Loading and Continuing Training of Keras Models: Technical Analysis of Saving and Resuming Training States

Keywords: Keras | Model Saving | Continued Training | Optimizer State | TensorFlow Format

Abstract: This article provides an in-depth exploration of saving partially trained Keras models and continuing their training. By analyzing model saving mechanisms, optimizer state preservation, and the impact of different data formats, it explains how to effectively implement training pause and resume. With concrete code examples, the article compares H5 and TensorFlow formats and discusses the influence of hyperparameters like learning rate on continued training outcomes, offering systematic guidance for model management in deep learning practice.

Basic Mechanisms of Model Saving and Loading

In deep learning practice, it is often necessary to save partially trained models for later continuation with new data.
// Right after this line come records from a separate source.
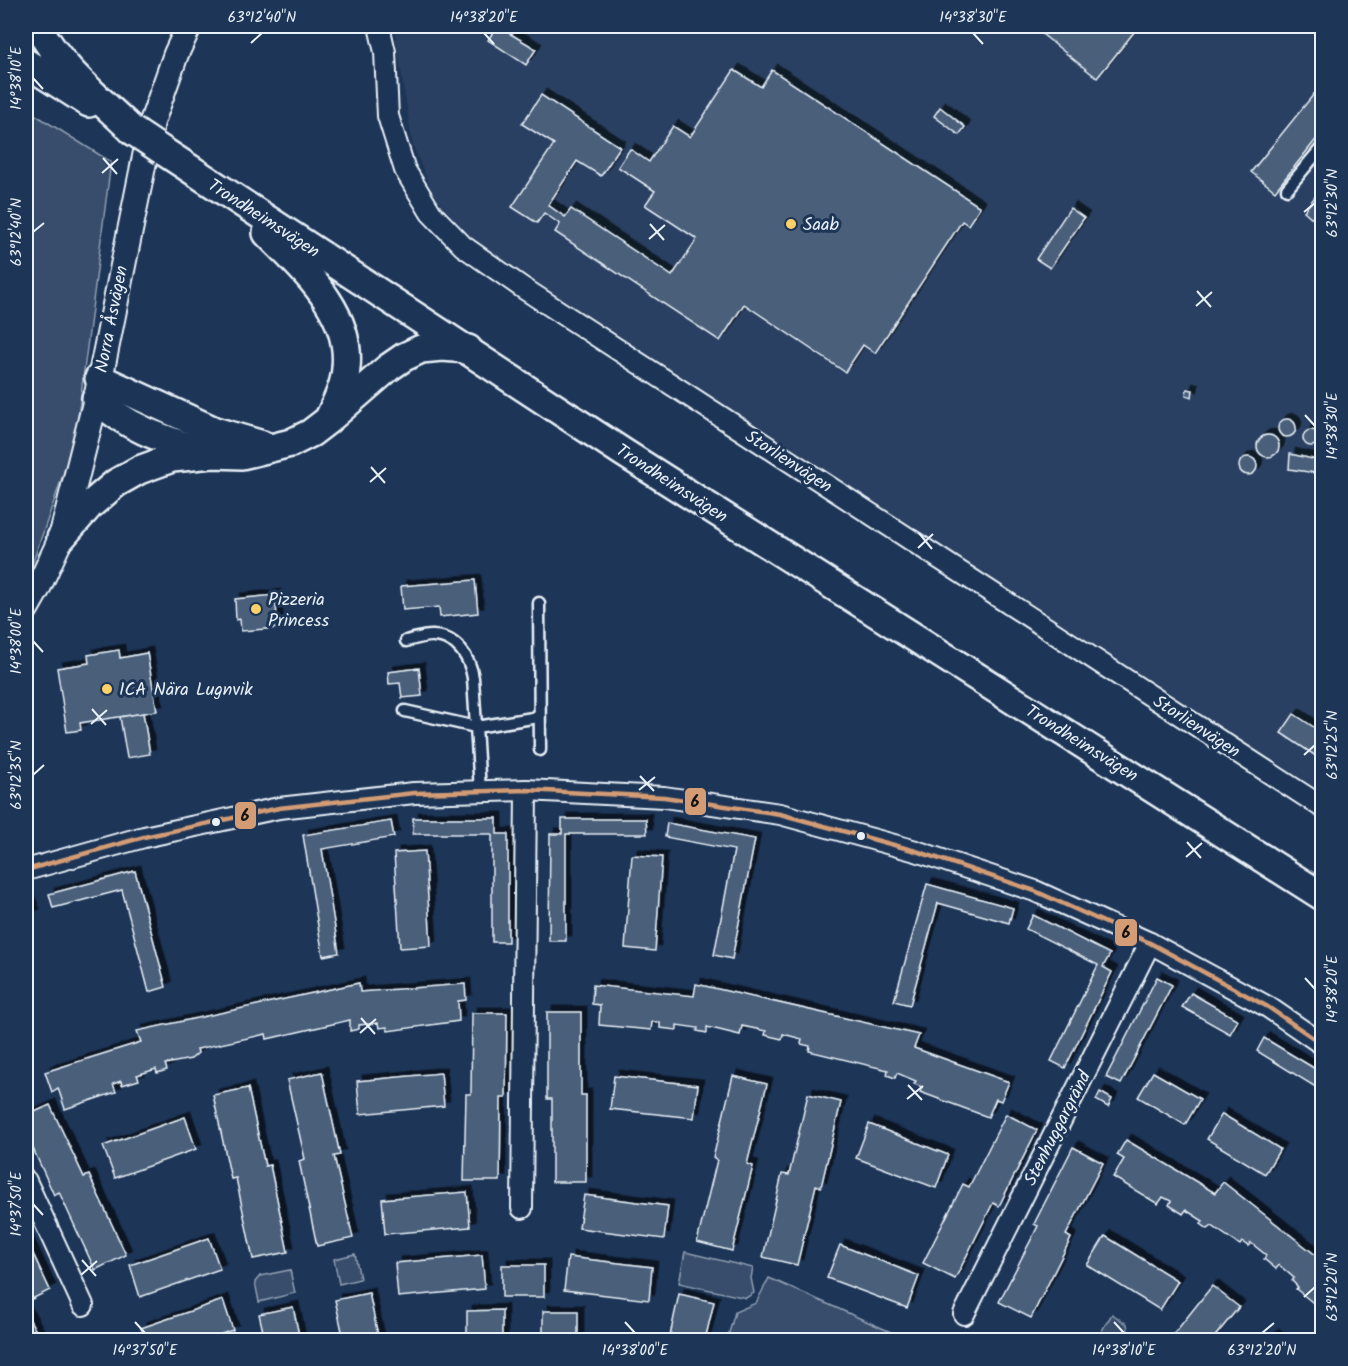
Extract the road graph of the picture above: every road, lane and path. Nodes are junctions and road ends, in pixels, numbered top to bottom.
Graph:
1 (38, 26) edge
2 (189, 26) edge
3 (379, 26) edge
4 (26, 63) edge
5 (133, 131) junction
6 (1323, 147) edge
7 (153, 157) junction
8 (1287, 189) dead end
9 (234, 199) junction
10 (468, 349) junction
11 (97, 389) junction
12 (328, 420) junction
13 (273, 446) junction
14 (213, 454) junction
15 (61, 538) junction
16 (539, 603) dead end
17 (26, 609) edge
18 (406, 641) dead end
19 (405, 711) dead end
20 (539, 717) junction
21 (476, 727) junction
22 (540, 750) dead end
23 (526, 790) junction
24 (480, 791) junction
25 (1323, 807) edge
26 (26, 870) edge
27 (1323, 896) edge
28 (1150, 943) junction
29 (1323, 1044) edge
30 (26, 1181) edge
31 (522, 1208) dead end
32 (83, 1305) dead end
33 (964, 1314) dead end

1 - 5 main road
2 - 7 street, Norra Åsvägen
3 - 25 street, Storlienvägen
4 - 5 main road, Trondheimsvägen
5 - 7 main road, Trondheimsvägen, bridge
6 - 8 lane
7 - 9 main road, Trondheimsvägen
7 - 11 street, Norra Åsvägen
9 - 10 main road, Trondheimsvägen
9 - 12 main road
10 - 12 main road
10 - 27 main road, Trondheimsvägen
11 - 13 main road
11 - 14 main road
11 - 15 street, Norra Åsvägen
12 - 13 main road
13 - 14 main road
14 - 15 main road
15 - 17 street, Norra Åsvägen
16 - 20 lane
18 - 21 lane
19 - 21 lane
20 - 21 lane
20 - 22 lane
21 - 24 lane
23 - 24 street
23 - 28 street
23 - 31 street
24 - 26 street
28 - 29 street
28 - 33 street, Stenhuggargränd
30 - 32 street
The Keras framework provides convenient model saving functionality through the model.save() method. This method saves not only the model architecture and weights but also the optimizer state, which is crucial for seamless training continuation.

From a technical implementation perspective, when calling model.save('partly_trained.h5'), Keras serializes the following information to file: model structure definition (layer configuration, connectivity), current values of all trainable parameters, optimizer type and its internal state (such as momentum caches, learning rate scheduling states). This comprehensive saving approach ensures that training can resume from exactly the same state after reloading.

Preservation and Verification of Optimizer State

As noted in the best answer, the integrity of optimizer state is key to successful continued training. To verify this, a simple test procedure can be designed: first train the model for several epochs, save the model, then immediately reload and continue training on the same dataset. If the optimizer state is correctly saved, the training loss should continue to decrease smoothly without significant jumps or resets.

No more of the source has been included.